If the men who were burned in wicker frames by the Druids represented the spirit of vegetation, the animals burned along with them must have had the same meaning. Amongst the animals burned by the Druids or in modern bonfires have been, as we saw, cattle, cats, foxes, and cocks; and all of these creatures are variously regarded by European peoples as embodiments of the corn-spirit.[763] I am not aware of any certain evidence that in Europe serpents have been regarded as representatives of the tree-spirit or corn-spirit;[764] as victims at the midsummer festival in Luchon they may [pg 284] have replaced animals which really had this representative character. When the meaning of the custom was forgotten, utility and humanity might unite in suggesting the substitution of noxious reptiles as victims in room of harmless and useful animals.
Thus it appears that the sacrificial rites of the Celts of ancient Gaul can be traced in the popular festivals of modern Europe. Naturally it is in France, or rather in the wider area comprised within the limits of ancient Gaul, that these rites have left the clearest traces in the customs of burning giants of wicker-work and animals enclosed in wicker-work or baskets. These customs, it will have been remarked, are generally observed at or about midsummer. From this we may infer that the original rites of which these are the degenerate successors were solemnised at midsummer. This inference harmonises with the conclusion suggested by a general survey of European folk-custom, that the midsummer festival must on the whole have been the most widely diffused and the most solemn of all the yearly festivals celebrated by the primitive Aryans in Europe. And in its application to the Celts this general conclusion is corroborated by the more or less perfect vestiges of midsummer fire-festivals which we have found lingering in all those westernmost promontories and islands which are the last strongholds of the Celtic race in Europe—Britanny, Cornwall, Wales, the Isle of Man, Scotland, and Ireland. In Scotland, it is true, the chief Celtic fire-festivals certainly appear to have been held at Beltane (1st May) and Hallow E'en; but this was exceptional.
To sum up: the combined evidence of ancient writers and of modern folk-custom points to the conclusion that amongst the Celts of Gaul an annual [pg 285] festival was celebrated at midsummer, at which living men, representing the tree-spirit or spirit of vegetation, were enclosed in wicker-frames and burned. The whole rite was designed as a charm to make the sun to shine and the crops to grow.

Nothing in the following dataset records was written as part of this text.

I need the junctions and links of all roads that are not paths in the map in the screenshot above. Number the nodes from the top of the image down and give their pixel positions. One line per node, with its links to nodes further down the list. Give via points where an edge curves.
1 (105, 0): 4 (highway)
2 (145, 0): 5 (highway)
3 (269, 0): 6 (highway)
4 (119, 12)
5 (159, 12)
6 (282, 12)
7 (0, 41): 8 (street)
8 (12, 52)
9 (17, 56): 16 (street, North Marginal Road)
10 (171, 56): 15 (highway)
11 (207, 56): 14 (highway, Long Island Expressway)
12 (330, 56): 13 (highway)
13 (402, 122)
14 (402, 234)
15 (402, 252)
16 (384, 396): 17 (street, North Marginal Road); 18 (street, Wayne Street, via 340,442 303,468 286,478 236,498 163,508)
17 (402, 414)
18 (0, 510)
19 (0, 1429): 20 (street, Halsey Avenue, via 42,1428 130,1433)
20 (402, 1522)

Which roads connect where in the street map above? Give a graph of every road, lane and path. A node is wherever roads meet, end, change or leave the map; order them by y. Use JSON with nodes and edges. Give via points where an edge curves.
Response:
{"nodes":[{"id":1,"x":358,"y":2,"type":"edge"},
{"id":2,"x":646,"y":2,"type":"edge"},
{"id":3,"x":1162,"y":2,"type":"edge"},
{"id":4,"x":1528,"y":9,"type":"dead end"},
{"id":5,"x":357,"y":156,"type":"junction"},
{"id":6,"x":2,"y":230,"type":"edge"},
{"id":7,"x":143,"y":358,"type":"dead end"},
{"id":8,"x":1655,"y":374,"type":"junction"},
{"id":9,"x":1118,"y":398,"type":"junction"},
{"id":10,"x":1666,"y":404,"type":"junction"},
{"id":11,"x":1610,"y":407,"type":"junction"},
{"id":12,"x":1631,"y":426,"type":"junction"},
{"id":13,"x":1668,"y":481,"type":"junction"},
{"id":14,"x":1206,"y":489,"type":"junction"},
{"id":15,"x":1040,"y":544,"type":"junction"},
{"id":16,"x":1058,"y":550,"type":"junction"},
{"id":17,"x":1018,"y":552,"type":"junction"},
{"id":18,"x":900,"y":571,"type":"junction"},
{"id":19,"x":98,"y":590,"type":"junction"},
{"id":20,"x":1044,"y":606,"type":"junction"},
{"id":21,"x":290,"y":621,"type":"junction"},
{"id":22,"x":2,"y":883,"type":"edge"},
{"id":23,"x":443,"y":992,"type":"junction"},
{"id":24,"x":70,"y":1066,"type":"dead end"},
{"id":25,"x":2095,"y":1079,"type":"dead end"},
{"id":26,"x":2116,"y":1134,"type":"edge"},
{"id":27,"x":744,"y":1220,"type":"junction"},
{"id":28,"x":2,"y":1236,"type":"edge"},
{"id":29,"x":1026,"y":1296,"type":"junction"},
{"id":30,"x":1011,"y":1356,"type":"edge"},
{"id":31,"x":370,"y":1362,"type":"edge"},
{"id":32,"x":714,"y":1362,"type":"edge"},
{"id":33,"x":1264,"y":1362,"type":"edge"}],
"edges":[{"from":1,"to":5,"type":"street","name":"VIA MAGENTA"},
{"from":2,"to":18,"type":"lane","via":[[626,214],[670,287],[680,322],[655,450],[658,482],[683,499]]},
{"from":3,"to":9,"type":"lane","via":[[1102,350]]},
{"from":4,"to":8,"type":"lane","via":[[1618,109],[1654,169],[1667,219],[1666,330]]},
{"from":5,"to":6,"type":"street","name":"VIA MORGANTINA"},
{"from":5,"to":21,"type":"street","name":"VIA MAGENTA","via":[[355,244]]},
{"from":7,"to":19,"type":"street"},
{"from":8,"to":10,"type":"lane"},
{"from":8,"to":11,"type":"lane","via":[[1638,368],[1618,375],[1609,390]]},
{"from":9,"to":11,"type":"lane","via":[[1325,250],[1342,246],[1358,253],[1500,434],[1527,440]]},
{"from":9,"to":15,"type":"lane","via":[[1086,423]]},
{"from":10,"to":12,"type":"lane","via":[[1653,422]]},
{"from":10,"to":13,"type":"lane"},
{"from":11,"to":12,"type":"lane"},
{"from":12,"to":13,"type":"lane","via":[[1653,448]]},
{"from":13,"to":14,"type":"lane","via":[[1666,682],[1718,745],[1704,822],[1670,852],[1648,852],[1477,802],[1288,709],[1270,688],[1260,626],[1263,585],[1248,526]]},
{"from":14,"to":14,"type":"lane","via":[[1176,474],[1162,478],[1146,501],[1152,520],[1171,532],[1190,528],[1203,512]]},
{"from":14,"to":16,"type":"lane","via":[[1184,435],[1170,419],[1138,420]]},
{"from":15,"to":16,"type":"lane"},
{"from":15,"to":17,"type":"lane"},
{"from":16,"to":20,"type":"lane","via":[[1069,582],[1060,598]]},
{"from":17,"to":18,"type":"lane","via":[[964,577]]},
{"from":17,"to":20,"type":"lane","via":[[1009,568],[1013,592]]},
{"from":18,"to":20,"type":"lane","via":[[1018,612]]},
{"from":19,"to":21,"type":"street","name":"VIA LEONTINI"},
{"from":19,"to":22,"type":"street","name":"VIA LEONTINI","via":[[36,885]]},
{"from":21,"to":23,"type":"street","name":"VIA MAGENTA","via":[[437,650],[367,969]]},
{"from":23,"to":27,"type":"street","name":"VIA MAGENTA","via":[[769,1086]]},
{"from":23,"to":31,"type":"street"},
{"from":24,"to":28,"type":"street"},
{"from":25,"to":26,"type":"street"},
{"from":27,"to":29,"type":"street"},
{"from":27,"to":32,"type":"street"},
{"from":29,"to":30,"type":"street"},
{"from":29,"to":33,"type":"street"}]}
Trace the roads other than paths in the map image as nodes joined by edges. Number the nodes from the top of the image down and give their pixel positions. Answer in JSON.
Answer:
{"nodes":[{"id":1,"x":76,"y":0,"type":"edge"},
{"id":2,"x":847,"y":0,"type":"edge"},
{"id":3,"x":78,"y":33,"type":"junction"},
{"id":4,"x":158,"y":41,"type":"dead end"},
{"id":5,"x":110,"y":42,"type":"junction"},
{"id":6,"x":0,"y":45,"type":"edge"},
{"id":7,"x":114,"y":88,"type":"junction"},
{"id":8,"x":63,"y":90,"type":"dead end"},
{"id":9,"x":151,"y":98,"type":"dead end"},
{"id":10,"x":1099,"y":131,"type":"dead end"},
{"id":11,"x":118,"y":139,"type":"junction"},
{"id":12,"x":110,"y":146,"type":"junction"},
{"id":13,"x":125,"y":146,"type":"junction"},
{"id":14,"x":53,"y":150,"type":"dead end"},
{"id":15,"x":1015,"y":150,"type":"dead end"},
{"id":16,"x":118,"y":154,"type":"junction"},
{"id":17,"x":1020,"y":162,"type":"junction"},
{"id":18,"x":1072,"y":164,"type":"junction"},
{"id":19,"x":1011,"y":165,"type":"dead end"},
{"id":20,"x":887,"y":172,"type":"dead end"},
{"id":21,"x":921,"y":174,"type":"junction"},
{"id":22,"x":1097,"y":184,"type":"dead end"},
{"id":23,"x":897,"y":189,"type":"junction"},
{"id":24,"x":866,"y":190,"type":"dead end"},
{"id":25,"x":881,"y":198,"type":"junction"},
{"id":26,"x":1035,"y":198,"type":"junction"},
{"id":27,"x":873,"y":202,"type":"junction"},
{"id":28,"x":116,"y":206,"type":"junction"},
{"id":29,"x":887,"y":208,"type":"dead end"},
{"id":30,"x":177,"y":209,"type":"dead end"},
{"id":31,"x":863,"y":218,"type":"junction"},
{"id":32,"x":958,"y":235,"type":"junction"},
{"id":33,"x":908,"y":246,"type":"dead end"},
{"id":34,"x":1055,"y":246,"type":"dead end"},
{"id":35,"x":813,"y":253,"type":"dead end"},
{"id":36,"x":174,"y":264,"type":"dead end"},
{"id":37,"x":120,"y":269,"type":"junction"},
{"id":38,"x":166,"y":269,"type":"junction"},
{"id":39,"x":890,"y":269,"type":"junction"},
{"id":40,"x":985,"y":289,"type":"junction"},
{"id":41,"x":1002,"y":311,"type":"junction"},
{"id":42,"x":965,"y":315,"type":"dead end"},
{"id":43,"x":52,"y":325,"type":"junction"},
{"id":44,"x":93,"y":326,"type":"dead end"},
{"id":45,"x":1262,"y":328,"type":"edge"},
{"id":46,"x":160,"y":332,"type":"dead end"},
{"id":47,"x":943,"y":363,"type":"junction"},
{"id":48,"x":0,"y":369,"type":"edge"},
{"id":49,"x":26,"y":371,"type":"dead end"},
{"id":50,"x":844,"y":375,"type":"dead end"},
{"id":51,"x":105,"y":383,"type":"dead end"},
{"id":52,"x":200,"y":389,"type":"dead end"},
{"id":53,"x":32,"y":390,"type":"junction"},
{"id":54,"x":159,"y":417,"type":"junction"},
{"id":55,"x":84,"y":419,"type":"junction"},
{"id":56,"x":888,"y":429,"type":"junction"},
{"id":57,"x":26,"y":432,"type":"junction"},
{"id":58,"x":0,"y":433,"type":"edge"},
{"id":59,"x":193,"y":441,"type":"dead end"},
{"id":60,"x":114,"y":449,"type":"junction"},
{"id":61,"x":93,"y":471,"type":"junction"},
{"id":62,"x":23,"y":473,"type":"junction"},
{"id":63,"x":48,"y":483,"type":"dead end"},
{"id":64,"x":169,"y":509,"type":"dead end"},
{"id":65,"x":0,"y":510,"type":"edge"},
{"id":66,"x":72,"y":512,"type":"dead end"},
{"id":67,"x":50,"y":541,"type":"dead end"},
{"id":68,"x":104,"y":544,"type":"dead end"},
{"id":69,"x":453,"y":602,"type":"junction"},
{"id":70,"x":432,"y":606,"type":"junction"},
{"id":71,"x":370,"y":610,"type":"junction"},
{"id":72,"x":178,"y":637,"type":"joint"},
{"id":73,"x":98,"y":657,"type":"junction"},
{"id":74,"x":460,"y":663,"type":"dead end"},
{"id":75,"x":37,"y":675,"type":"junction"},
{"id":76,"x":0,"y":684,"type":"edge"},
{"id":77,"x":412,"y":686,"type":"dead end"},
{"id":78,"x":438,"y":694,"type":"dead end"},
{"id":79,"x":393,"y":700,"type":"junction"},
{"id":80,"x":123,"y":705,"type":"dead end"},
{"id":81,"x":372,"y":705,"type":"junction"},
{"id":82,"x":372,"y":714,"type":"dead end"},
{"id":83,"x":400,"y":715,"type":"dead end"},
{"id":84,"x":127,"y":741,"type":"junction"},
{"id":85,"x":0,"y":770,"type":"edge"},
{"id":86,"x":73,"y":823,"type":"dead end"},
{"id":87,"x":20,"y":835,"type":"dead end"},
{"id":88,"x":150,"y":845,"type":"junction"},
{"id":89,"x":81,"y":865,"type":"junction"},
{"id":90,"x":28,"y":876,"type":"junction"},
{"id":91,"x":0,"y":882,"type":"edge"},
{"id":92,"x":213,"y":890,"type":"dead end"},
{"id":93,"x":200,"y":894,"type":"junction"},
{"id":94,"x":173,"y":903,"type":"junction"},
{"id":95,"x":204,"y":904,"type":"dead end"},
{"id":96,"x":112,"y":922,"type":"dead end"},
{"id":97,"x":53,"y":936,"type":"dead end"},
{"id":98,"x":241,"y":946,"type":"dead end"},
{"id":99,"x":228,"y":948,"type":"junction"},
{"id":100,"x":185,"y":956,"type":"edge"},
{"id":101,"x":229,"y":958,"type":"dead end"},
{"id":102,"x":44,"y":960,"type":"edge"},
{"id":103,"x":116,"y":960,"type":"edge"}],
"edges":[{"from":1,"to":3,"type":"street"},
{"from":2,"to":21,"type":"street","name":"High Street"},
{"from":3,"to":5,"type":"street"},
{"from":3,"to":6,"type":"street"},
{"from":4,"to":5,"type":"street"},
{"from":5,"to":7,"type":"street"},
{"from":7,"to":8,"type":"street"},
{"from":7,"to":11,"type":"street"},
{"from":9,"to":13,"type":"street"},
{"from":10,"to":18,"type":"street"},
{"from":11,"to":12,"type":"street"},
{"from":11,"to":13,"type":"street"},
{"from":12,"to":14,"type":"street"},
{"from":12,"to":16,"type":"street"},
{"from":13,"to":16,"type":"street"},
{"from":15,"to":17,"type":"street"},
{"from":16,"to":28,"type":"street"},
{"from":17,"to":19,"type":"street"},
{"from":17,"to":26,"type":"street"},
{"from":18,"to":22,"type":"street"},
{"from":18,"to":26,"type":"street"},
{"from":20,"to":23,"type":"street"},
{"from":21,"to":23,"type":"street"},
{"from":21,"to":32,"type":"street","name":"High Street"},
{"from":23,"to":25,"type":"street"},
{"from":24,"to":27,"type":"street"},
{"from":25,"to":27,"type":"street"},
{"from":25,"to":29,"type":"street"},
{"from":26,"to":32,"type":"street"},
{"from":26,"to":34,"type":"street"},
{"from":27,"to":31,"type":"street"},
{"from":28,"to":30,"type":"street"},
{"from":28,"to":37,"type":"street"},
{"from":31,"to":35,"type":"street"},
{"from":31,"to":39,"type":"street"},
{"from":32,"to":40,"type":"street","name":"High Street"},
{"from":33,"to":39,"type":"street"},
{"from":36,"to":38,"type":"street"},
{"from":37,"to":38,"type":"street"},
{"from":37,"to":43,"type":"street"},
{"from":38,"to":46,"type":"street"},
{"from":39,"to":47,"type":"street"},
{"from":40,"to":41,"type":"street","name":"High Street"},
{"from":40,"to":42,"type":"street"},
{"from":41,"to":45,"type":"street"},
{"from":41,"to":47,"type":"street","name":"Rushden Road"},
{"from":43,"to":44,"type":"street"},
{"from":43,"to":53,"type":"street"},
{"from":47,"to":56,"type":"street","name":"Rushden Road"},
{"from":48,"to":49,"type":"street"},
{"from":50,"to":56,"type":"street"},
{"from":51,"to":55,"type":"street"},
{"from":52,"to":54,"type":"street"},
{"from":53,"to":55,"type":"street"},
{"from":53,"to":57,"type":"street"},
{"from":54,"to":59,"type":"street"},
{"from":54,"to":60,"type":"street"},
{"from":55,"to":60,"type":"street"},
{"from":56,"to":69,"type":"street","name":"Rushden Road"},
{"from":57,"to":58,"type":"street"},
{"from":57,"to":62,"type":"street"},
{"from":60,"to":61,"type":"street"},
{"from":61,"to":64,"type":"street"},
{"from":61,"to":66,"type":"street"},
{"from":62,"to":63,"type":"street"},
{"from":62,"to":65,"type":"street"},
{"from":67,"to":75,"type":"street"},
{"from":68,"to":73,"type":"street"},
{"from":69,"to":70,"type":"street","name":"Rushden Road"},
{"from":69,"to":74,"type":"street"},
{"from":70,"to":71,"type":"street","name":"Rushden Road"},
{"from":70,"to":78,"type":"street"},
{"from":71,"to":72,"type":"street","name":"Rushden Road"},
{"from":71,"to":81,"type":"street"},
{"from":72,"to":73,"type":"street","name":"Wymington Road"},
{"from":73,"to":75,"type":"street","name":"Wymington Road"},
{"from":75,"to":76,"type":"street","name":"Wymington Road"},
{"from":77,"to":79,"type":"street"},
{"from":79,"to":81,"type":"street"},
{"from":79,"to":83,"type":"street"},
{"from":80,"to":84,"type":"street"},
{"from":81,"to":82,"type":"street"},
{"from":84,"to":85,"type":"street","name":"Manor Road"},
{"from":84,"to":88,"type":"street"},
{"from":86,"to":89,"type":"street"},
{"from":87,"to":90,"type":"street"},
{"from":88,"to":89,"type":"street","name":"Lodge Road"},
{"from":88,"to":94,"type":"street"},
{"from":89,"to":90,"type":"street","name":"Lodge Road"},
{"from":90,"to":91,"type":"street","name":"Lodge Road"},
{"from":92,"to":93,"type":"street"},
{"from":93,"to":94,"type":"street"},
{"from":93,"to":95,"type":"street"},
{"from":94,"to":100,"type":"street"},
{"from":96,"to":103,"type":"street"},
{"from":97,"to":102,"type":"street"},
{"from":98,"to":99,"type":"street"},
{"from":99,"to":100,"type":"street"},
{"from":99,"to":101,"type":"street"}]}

But another great feature of the Celtic midsummer festival appears to have been the gathering of the sacred mistletoe by the Druids. The ceremony has been thus described by Pliny in a passage which has often been quoted. After enumerating the different kinds of mistletoe he proceeds: “In treating of this subject, the admiration in which the mistletoe is held throughout Gaul ought not to pass unnoticed. The Druids, for so they call their wizards, esteem nothing more sacred than the mistletoe and the tree on which it grows, provided only that the tree is an oak. But apart from this they choose oak-woods for their sacred groves and perform no sacred rites without oak-leaves; so that the very name of Druids may be regarded as a Greek appellation derived from their worship of the oak.[765] For they believe that whatever grows on these trees is sent from heaven, and is a sign that the tree has been chosen by the god himself. The mistletoe is very rarely to be met with; but when it is found, they gather it with solemn ceremony. This they do especially in the sixth month (the beginnings of their months and years are determined by the moon) and after the tree has passed the thirtieth year of its age, [pg 286] because by that time it has plenty of vigour, though it has not attained half its full size. After due preparations have been made for a sacrifice and a feast under the tree, they hail it as the universal healer and bring to the spot two white bulls, whose horns have never been bound before. A priest clad in a white robe climbs the tree and with a golden[766] sickle cuts the mistletoe, which is caught in a white cloth. Then they sacrifice the victims, praying that God may make his own gift to prosper with those upon whom he has bestowed it. They believe that a potion prepared from mistletoe will make barren animals to bring forth, and that the plant is a remedy against all poison.”[767]